Hugging Face's logo
Join the Hugging Face community

and get access to the augmented documentation experience

to get started

Check dataset validity

Before you download a dataset from the Hub, it is helpful to know which datasets are available or if a specific dataset you’re interested in is available. Datasets Server provides two endpoints for verifying whether a dataset is valid or not:

  • /valid returns a list of all the datasets that work without any errors.
  • /is-valid checks if a specific dataset works without any errors.

The API endpoints will return an error for datasets that cannot be loaded with the 🤗 Datasets library, for example, because the data hasn’t been uploaded or the format is not supported.
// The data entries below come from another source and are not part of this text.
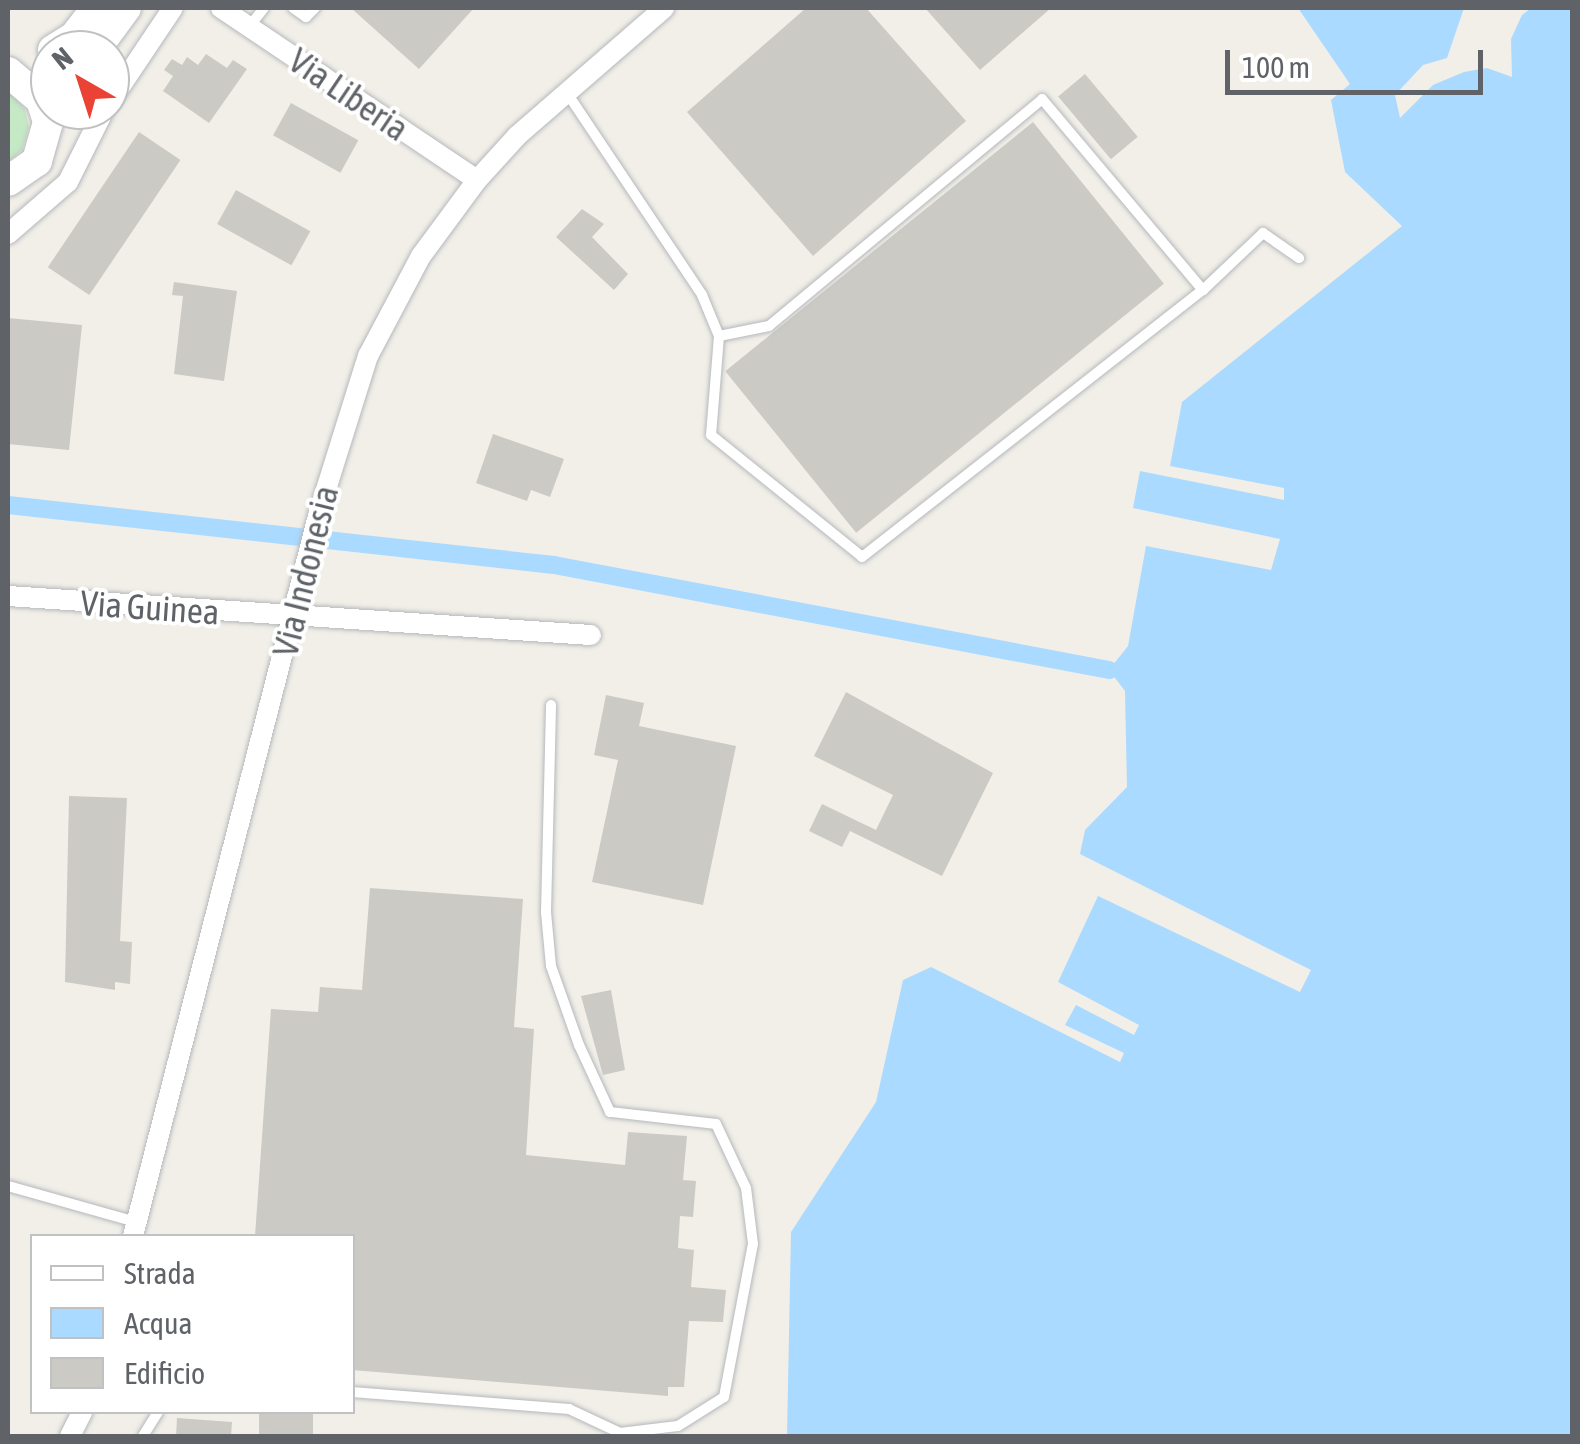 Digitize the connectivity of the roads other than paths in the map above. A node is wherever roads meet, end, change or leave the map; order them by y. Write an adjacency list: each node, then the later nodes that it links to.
1 (97, 8): 10 (main road)
2 (126, 8): 11 (main road)
3 (173, 8): 13 (street)
4 (221, 8): 9 (street, Via Liberia)
5 (264, 8): 9 (lane)
6 (294, 8): 7 (lane)
7 (315, 8)
8 (664, 8): 15 (street, Via Indonesia)
9 (249, 26): 18 (street, Via Liberia)
10 (80, 30)
11 (110, 30)
12 (8, 72): 14 (main road)
13 (130, 72)
14 (30, 91)
15 (567, 92): 18 (street, Via Indonesia); 23 (lane)
16 (47, 130): 19 (main road)
17 (94, 130): 20 (street)
18 (477, 180): 25 (street, Via Indonesia)
19 (8, 181)
20 (8, 234)
21 (1299, 258): 22 (lane)
22 (1202, 290): 23 (lane); 23 (lane)
23 (719, 336)
24 (8, 596): 25 (street, Via Guinea)
25 (294, 618): 26 (street, Via Guinea); 29 (street, Via Indonesia)
26 (591, 635)
27 (551, 705): 30 (lane)
28 (8, 1186): 29 (lane)
29 (135, 1230)
30 (355, 1392)
31 (157, 1414): 32 (lane)
32 (143, 1436)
Currently, only streamable datasets are supported so Datasets Server can extract the 100 first rows without downloading the whole dataset. This is especially useful for previewing large datasets where downloading the whole dataset may take hours!

This guide shows you how to check dataset validity programmatically, but free to try it out with Postman, RapidAPI, or ReDoc.

Get all valid datasets

The /valid endpoint returns a list of Hub datasets that are expected to load without any errors. This endpoint takes no query parameters:

Python
JavaScript
cURL
import requests
API_URL = "https://datasets-server.huggingface.co/valid"
def query():
    response = requests.get(API_URL)
    return response.json()
data = query()

The endpoint response is a JSON containing a list valid datasets nested under the valid key:

{
  "valid": [
    "0n1xus/codexglue",
    "0n1xus/pytorrent-standalone",
    "0x7194633/rupile",
    "51la5/keyword-extraction",
    ...
  ]
}

Check if a dataset is valid

On the other hand, /is-valid checks whether a specific dataset loads without any error. This endpoint’s query parameter requires you to specify the name of the dataset:

Python
JavaScript
cURL
import requests
headers = {"Authorization": f"Bearer {API_TOKEN}"}
API_URL = "https://datasets-server.huggingface.co/is-valid?dataset=rotten_tomatoes"
def query():
    response = requests.get(API_URL, headers=headers)
    return response.json()
data = query()

The response looks like this if a dataset is valid:

{"valid": true}

If a dataset is not valid, then the response looks like:

{"valid": false}

Some cases where a dataset is not valid are:

  • the dataset viewer is disabled
  • the dataset is gated but the access is not granted: no token is passed or the passed token is not authorized
  • the dataset is private
  • the dataset contains no data or the data format is not supported
Remember if a dataset is gated, you'll need to provide your user token to submit a successful query!